Verhandlungen zwischen eBay-Konzernleitung und Mitarbeitervertretern gestalten sich schwierig

Wie wir vor einiger Zeit schon berichteten, will die deutsche Konzernleitung eBays zwei Drittel der Stellen in Berlin-Dreilinden streichen. Von den 600 Beschäftigten in der Deutschlandzentrale in müssen über 400 gehen. Der Betriebsrat ist empört darüber. eBay sei wirtschaftlich gut aufgestellt, der Konzern schreibe schwarze Zahlen und würde wachsen. Der Betriebsrat kündigte an, dass er sich für den Erhalt aller Arbeitsplätze einsetzen werde.

Die taz.de schreibt, dass Ende letzter Woche, nach zwei Verhandlungstagen mit der eBay-Konzernleitung, die Mitarbeitervertreter am Freitag zu einer Versammlung eingeladen hätten.
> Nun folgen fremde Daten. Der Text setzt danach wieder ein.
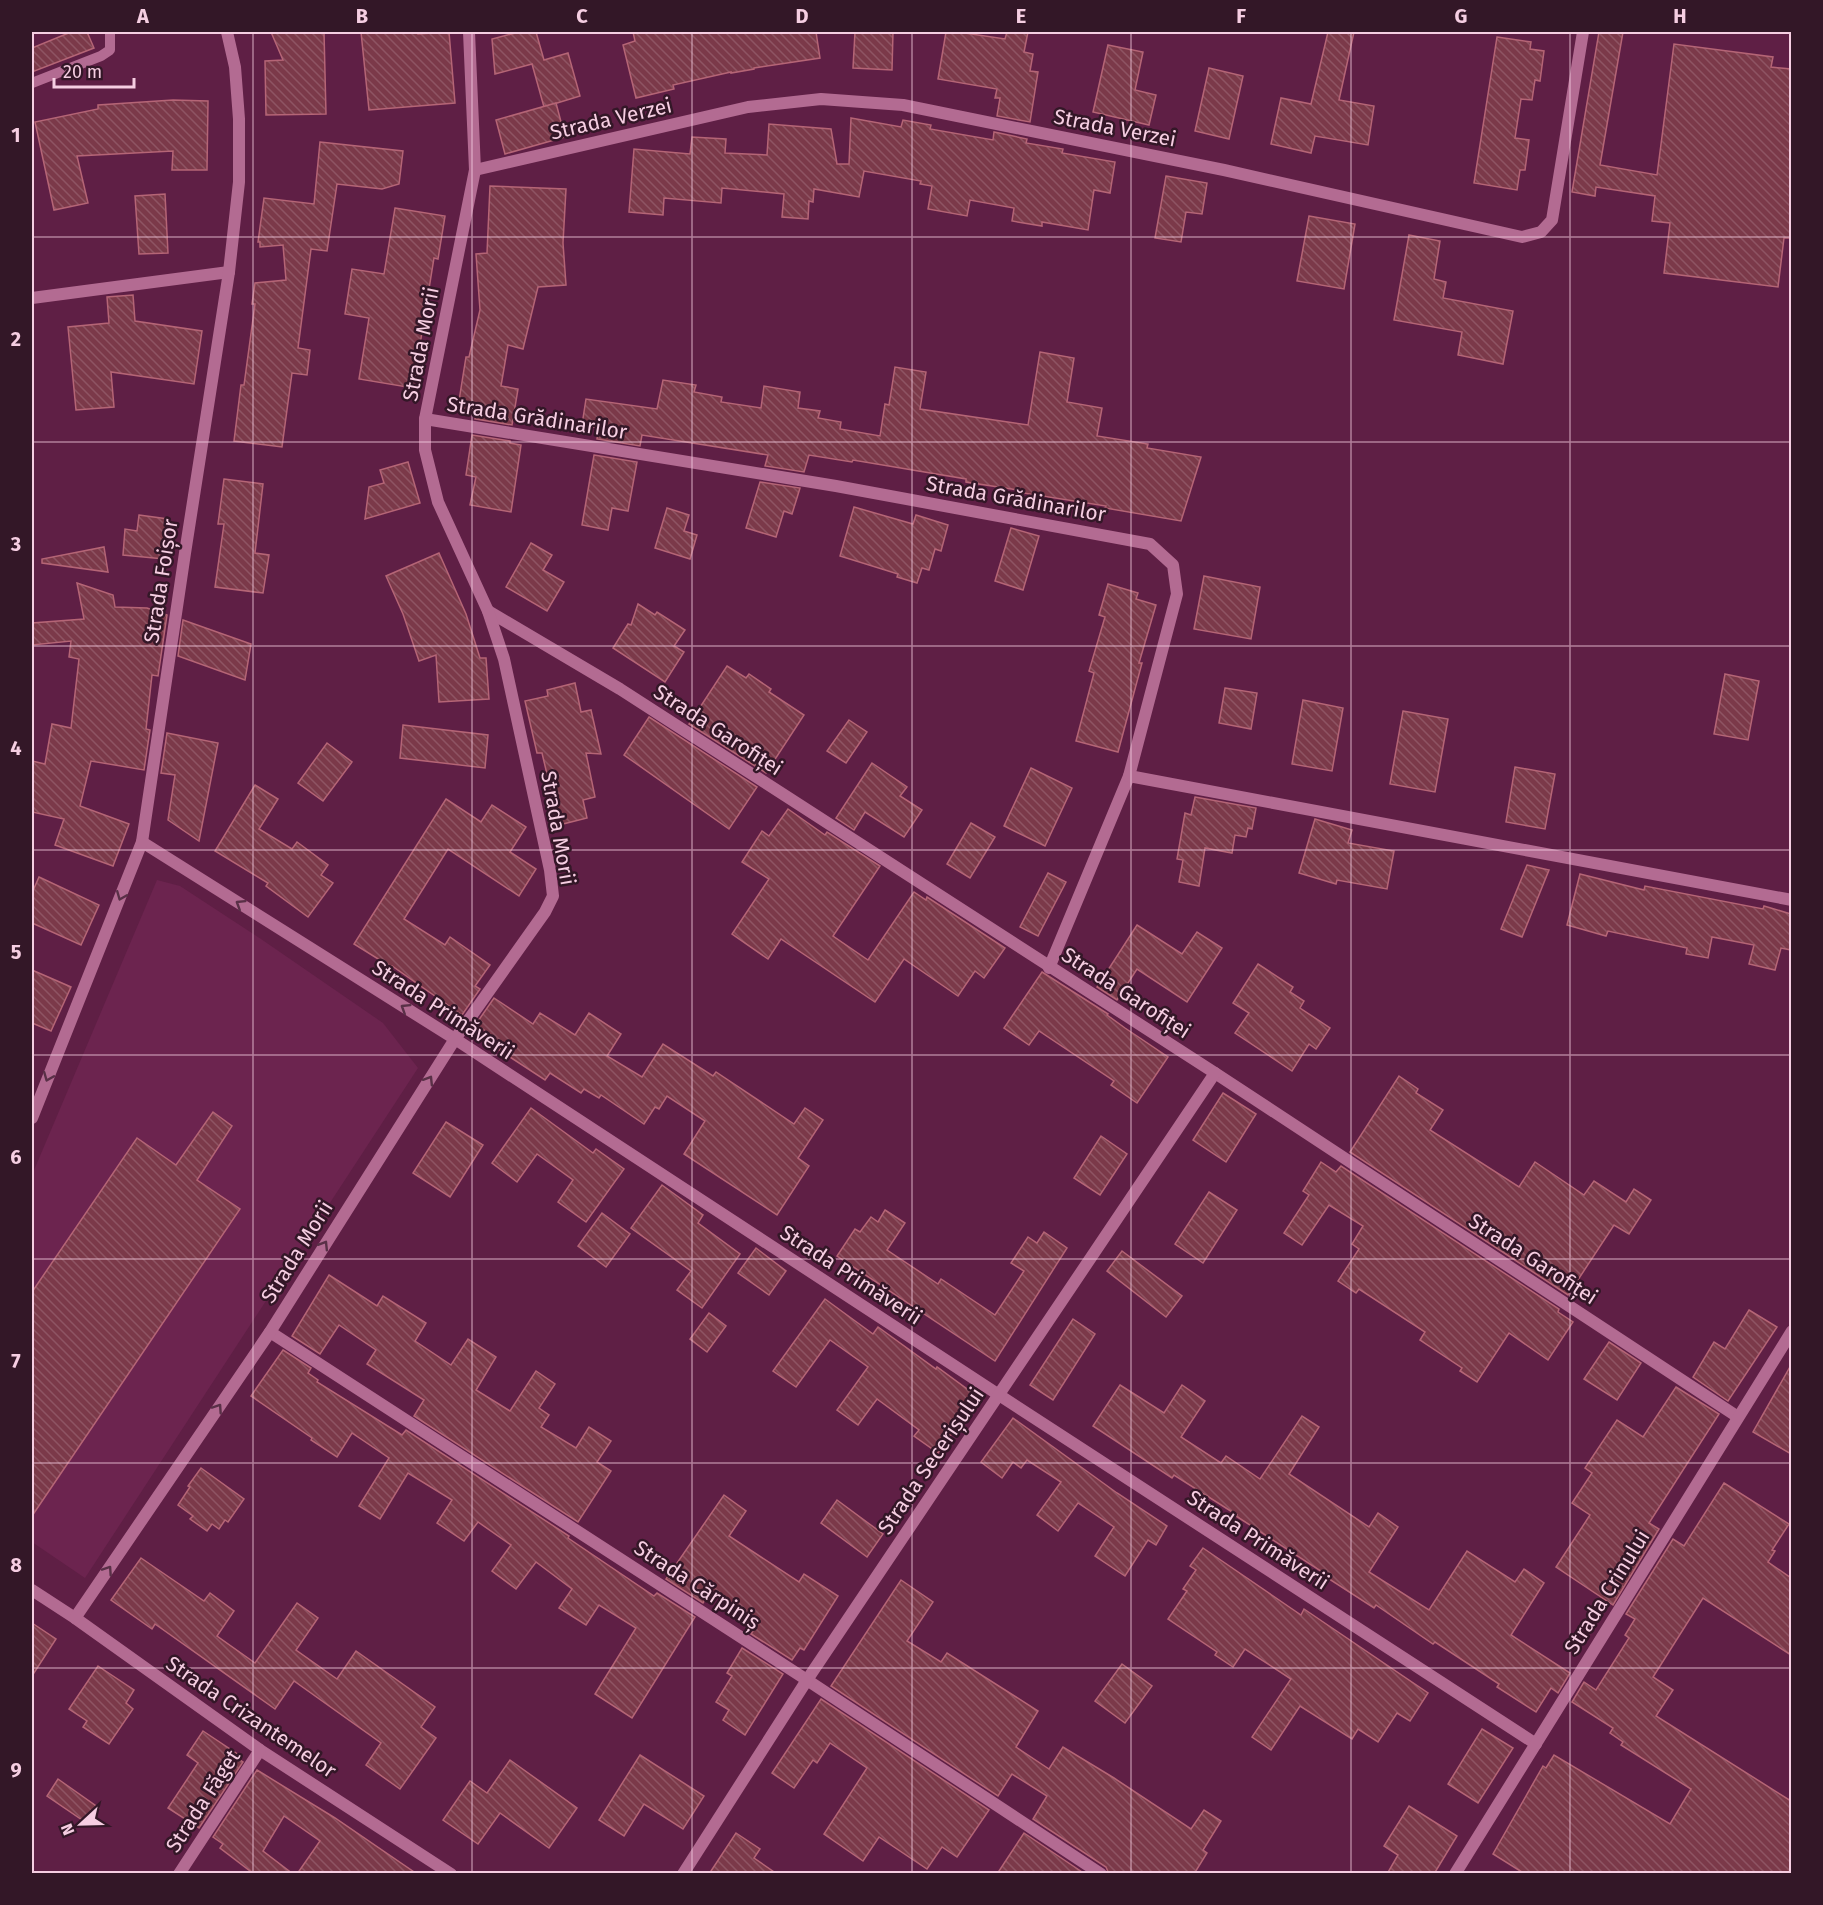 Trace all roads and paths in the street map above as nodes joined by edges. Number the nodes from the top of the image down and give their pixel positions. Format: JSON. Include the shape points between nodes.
{"nodes":[{"id":1,"x":110,"y":32,"type":"edge"},
{"id":2,"x":226,"y":32,"type":"edge"},
{"id":3,"x":469,"y":32,"type":"edge"},
{"id":4,"x":1583,"y":32,"type":"edge"},
{"id":5,"x":32,"y":83,"type":"edge"},
{"id":6,"x":475,"y":170,"type":"junction"},
{"id":7,"x":229,"y":272,"type":"junction"},
{"id":8,"x":32,"y":298,"type":"edge"},
{"id":9,"x":425,"y":419,"type":"junction"},
{"id":10,"x":488,"y":611,"type":"junction"},
{"id":11,"x":1129,"y":776,"type":"junction"},
{"id":12,"x":142,"y":842,"type":"junction"},
{"id":13,"x":1791,"y":900,"type":"edge"},
{"id":14,"x":1049,"y":968,"type":"junction"},
{"id":15,"x":454,"y":1039,"type":"junction"},
{"id":16,"x":1215,"y":1073,"type":"junction"},
{"id":17,"x":32,"y":1118,"type":"edge"},
{"id":18,"x":1791,"y":1331,"type":"edge"},
{"id":19,"x":270,"y":1332,"type":"junction"},
{"id":20,"x":999,"y":1395,"type":"junction"},
{"id":21,"x":1738,"y":1417,"type":"junction"},
{"id":22,"x":32,"y":1590,"type":"edge"},
{"id":23,"x":75,"y":1618,"type":"junction"},
{"id":24,"x":807,"y":1680,"type":"junction"},
{"id":25,"x":1536,"y":1744,"type":"junction"},
{"id":26,"x":260,"y":1750,"type":"junction"},
{"id":27,"x":179,"y":1874,"type":"edge"},
{"id":28,"x":451,"y":1874,"type":"edge"},
{"id":29,"x":682,"y":1874,"type":"edge"},
{"id":30,"x":1101,"y":1874,"type":"edge"},
{"id":31,"x":1455,"y":1874,"type":"edge"}],
"edges":[{"from":1,"to":5,"type":"lane","via":[[110,50],[101,56]]},
{"from":2,"to":7,"type":"street","name":"Strada Foișor","via":[[235,67],[239,119],[239,182]]},
{"from":3,"to":6,"type":"street","name":"Strada Morii"},
{"from":4,"to":6,"type":"street","name":"Strada Verzei","via":[[1552,220],[1541,232],[1522,237],[1224,170],[903,105],[821,99],[748,107]]},
{"from":6,"to":9,"type":"street","name":"Strada Morii"},
{"from":7,"to":8,"type":"street"},
{"from":7,"to":12,"type":"street","name":"Strada Foișor"},
{"from":9,"to":10,"type":"street","name":"Strada Morii","via":[[425,450],[438,502]]},
{"from":9,"to":11,"type":"street","name":"Strada Grădinarilor","via":[[836,486],[1150,544],[1173,565],[1177,594]]},
{"from":10,"to":14,"type":"street","name":"Strada Garofiței","via":[[620,689]]},
{"from":10,"to":15,"type":"street","name":"Strada Morii","via":[[504,659],[553,896]]},
{"from":11,"to":13,"type":"street"},
{"from":11,"to":14,"type":"street","name":"Strada Grădinarilor"},
{"from":15,"to":12,"type":"street","name":"Strada Primăverii","one_way":true},
{"from":12,"to":17,"type":"street","name":"Strada Foișor","one_way":true},
{"from":14,"to":16,"type":"street","name":"Strada Garofiței"},
{"from":19,"to":15,"type":"street","name":"Strada Morii","one_way":true},
{"from":15,"to":20,"type":"street","name":"Strada Primăverii"},
{"from":16,"to":20,"type":"street","name":"Strada Secerișului"},
{"from":16,"to":21,"type":"street","name":"Strada Garofiței"},
{"from":18,"to":21,"type":"street","name":"Strada Crinului"},
{"from":23,"to":19,"type":"street","name":"Strada Morii","one_way":true},
{"from":19,"to":24,"type":"street","name":"Strada Cărpiniș"},
{"from":20,"to":24,"type":"street","name":"Strada Secerișului"},
{"from":20,"to":25,"type":"street","name":"Strada Primăverii"},
{"from":21,"to":25,"type":"street","name":"Strada Crinului"},
{"from":22,"to":23,"type":"street","name":"Strada Crizantemelor"},
{"from":23,"to":26,"type":"street","name":"Strada Crizantemelor"},
{"from":24,"to":29,"type":"street","name":"Strada Secerișului"},
{"from":24,"to":30,"type":"street","name":"Strada Cărpiniș"},
{"from":25,"to":31,"type":"street","name":"Strada Crinului"},
{"from":26,"to":27,"type":"street","name":"Strada Făget"},
{"from":26,"to":28,"type":"street","name":"Strada Crizantemelor"}]}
Während dieses Zusammentreffens sei vielen Mitarbeitern das wahre Ausmaß der vorgesehenen Kündigungen erst deutlich geworden. Ein eBay-Angestellter erklärt: „Als anhand eines Tortendiagramms dargestellt wurde, wie sehr die einzelnen Abteilungen geschrumpft werden sollen, machte sich unter den Kollegen Betroffenheit breit.“

eBay-Pressesprecher Nerses Chopurian bestätigte, dass sich das Unternehmen in keiner wirtschaftlichen Notsituation befinde. Der Stellenabbau diene einzig und allein dem Aufbau der neu geschaffenen Kompetenz-Zentren in Dublin, Zürich und Richmond, die für bessere Synergien sorgen sollen. Im Europarc Dreilinden soll zukünftig nur noch das deutsche Business abgewickelt werden. Chopurian schloss jedoch nicht aus, dass es neue Wirkungsbereiche bei externen Dienstleistern in der Bundesrepublik geben könnte.
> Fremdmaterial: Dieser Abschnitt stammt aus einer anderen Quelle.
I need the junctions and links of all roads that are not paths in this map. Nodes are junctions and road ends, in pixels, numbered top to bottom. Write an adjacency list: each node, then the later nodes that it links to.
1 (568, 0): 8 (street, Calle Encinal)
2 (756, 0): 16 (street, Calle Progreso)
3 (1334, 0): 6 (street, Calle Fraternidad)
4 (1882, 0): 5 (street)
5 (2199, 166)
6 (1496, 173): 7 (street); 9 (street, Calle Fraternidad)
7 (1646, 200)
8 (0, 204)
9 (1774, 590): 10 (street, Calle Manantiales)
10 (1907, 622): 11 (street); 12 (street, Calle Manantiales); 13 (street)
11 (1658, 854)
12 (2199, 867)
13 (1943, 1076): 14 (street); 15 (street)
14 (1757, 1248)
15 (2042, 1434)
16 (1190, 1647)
Der Betriebsrat hingegen sieht die Situation anders und warnte: „Der damit verbundene Verlust von Fachwissen besonders im technischen Bereich führt bei den deutschen Nutzern zu erheblichen Qualitätsverlusten. Vor allem der deutsche Markt gehört international für das Unternehmen zu den wichtigsten.“ Der Betriebsrat hat vergangene Woche der eBay-Unternehmensleitung ein eigenes Personalplanungskonzept unterbreitet. Angeblich zeigte sich die Konzernleitung nicht interessiert. Stattdessen habe man auf die Entlassungen anderer Standorten hingewiesen. Die Verantwortlichen von eBay führten als Beispiel Vancouver an, wo man auch nur 3 Monate Zeit zur Umstellung gehabt hätte. „Das ist die Realität“, hieß es von der Konzernleitung.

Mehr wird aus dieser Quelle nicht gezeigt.